The Advent of Buddhism in Myanmar
We have several stories that Buddhism reached Myanmar even in
the life time of the Buddha 536-483 BC. The Buddha was supposed to visit places where he thought his visit and his teachings might save a certain creature or many creatures in generalfrom some trouble that accrue out of being alive. The people of Rakhine on the western coast of Myanma believed that the Buddha came to Legaing preaching. He would stand on a hill top to predict that sometime afterwards, a city would appear in this locality where Buddhism would thrive. In this way we thought that we were fortunate to know when a city in Myanma would be built by whom at some critical tome of our history. It is said that two merchant adventurers from Lower Myanma came as far as Budhagaya and had had an admirable good fortune to meet the Buddha a few days after the Enlightenment. From the Buddha the two men received the hairs that they enshrined in a stupa which also housed the relics of two other Buddhas before Gotama. Most probably the two brothers were from Orissa. No Buddha image could be older than AD 76 or a stupa earlier before Asoka 274-232 BC.
One Mon learned monk known as Mawlamyine Taung Bauk Sayadaw, who lived several years in India visiting all Buddhist sites, and tried to make maps showing the extension of Buddhism beyond India, was in favour of locating Suvannabhumi in Java. With all these uncertainties and probabilities it is rather difficult to say how the Teachings of the Buddha arrived in our land.

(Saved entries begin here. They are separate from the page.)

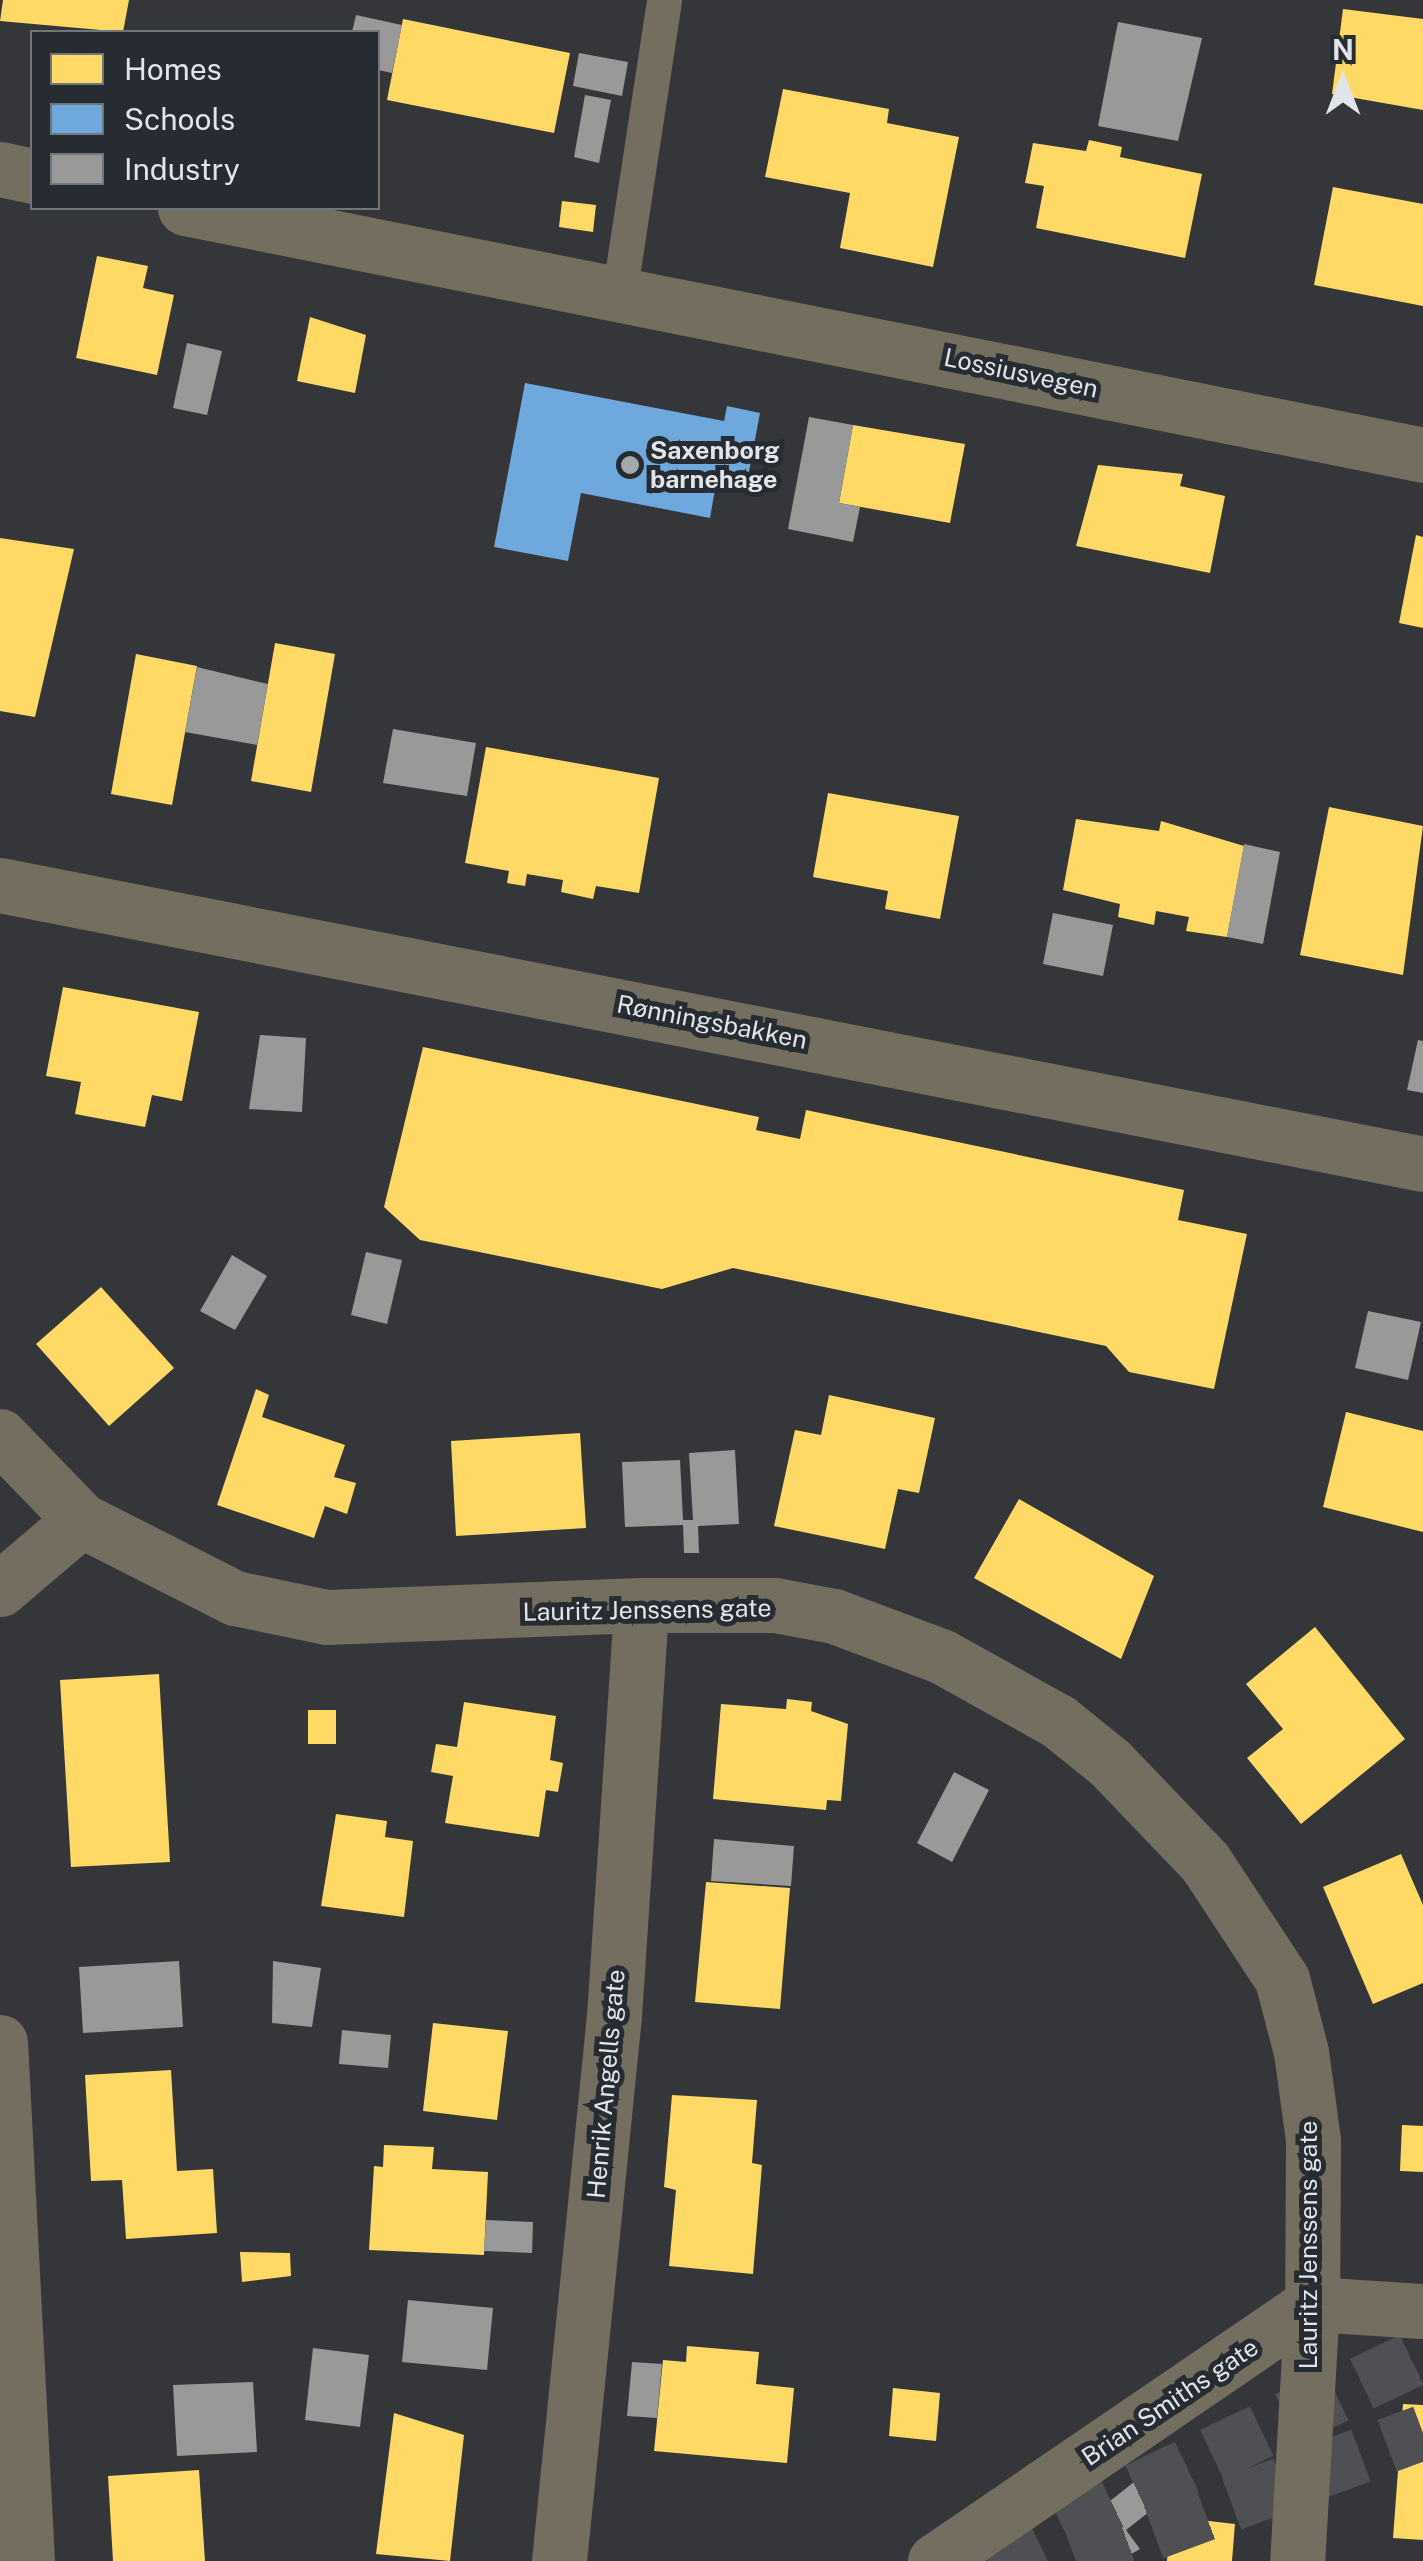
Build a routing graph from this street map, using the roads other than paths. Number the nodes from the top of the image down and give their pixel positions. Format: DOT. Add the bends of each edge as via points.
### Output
graph roads {
  1 [pos="664,0"];
  2 [pos="0,170"];
  3 [pos="30,176"];
  4 [pos="195,210"];
  5 [pos="618,295"];
  6 [pos="1423,455"];
  7 [pos="0,885"];
  8 [pos="1423,1164"];
  9 [pos="0,1436"];
  10 [pos="81,1520"];
  11 [pos="0,1589"];
  12 [pos="641,1606"];
  13 [pos="0,2042"];
  14 [pos="1312,2304"];
  15 [pos="1423,2311"];
  16 [pos="26,2561"];
  17 [pos="559,2561"];
  18 [pos="935,2561"];
  19 [pos="1298,2561"];
  1 -- 5 [label="lane"];
  2 -- 3 [label="street"];
  4 -- 5 [label="street, Lossiusvegen"];
  5 -- 6 [label="street, Lossiusvegen"];
  7 -- 8 [label="street, Rønningsbakken"];
  9 -- 10 [label="street, Lauritz Jenssens gate"];
  10 -- 11 [label="street"];
  10 -- 12 [label="street, Lauritz Jenssens gate" via="235,1598 327,1618"];
  12 -- 14 [label="street, Lauritz Jenssens gate" via="775,1606 834,1616 958,1665 1058,1721 1124,1777 1205,1862 1282,1979 1313,2140"];
  12 -- 17 [label="street, Henrik Angells gate" via="614,2016"];
  13 -- 16 [label="street"];
  14 -- 15 [label="street"];
  14 -- 18 [label="street, Brian Smiths gate"];
  14 -- 19 [label="street, Lauritz Jenssens gate"];
}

There are terracotta votive tablets left by Pyus who built quite and extensive kingdom during the 4th and 9th centuries AD and these tablets bear witness that the Buddha’s image and the Yedharma stanza inscribed beneath the throne of Buddha in
reverse. That bears the evidence that the Pyus were Buddhists in the 1st century AD or earlier. Mons, another people of Lower Buddhists in the 7thcentury. Then we would not be much wrong to say that the Teaching of the Buddha would have reached our land only in important extracts on gold, silver, copper plaques as well as
on stones were found in Pyu cities and they were usually put at the gates of their residences and their cities. That was done for the benefit of protection against evil spirits and all other external and internal enemies.
We have one question as to who brought these supposedly important extracts from Buddhist text to these people. There were sailors, merchants and even settlers. But one thing definite is that they were not missionaries. Then who brought these important stanza from Buddhist scriptures. Somehow or other we have no direct evidence except guess. We have among us the rulers who wanted to show that they were far superior to the common people who were, to then, all slaves. Further more they were much impressed y the Brahmanical thoughts and believes. Some famous Brahaman sages were invited to come and live among them to teach their way of life which was far auperior to their native culture. Thus Pyu and Mon royalty adopted Brahmanism. Mostly the people of Rakhine on the western coastline of Myanma were, according to a Sanskrit inscription dating to the early 8th century AD, their kings were Shavites and the Pyus and Mons on the deltaic regions on the south of the country were mostly Visnavites. It sounds odd that Brahmanism was brought to Myanma land through the Monland in the present day Thailand. Similarly Mahayanism reached them from Funnan which is identified as Kampucha t-day. There is however, one exception. The Pyus of northern Myanma received Mahayanism form probably northeastern India. And these people could not have been devoted Buddhists. Their previous pre Buddhist believes like animism would prevail and by ambivalence they would live between two opposing believes. Even today, they claim that they are Theravadins though they observe knowingly or unknowingly many Hindu or Mahayana rituals.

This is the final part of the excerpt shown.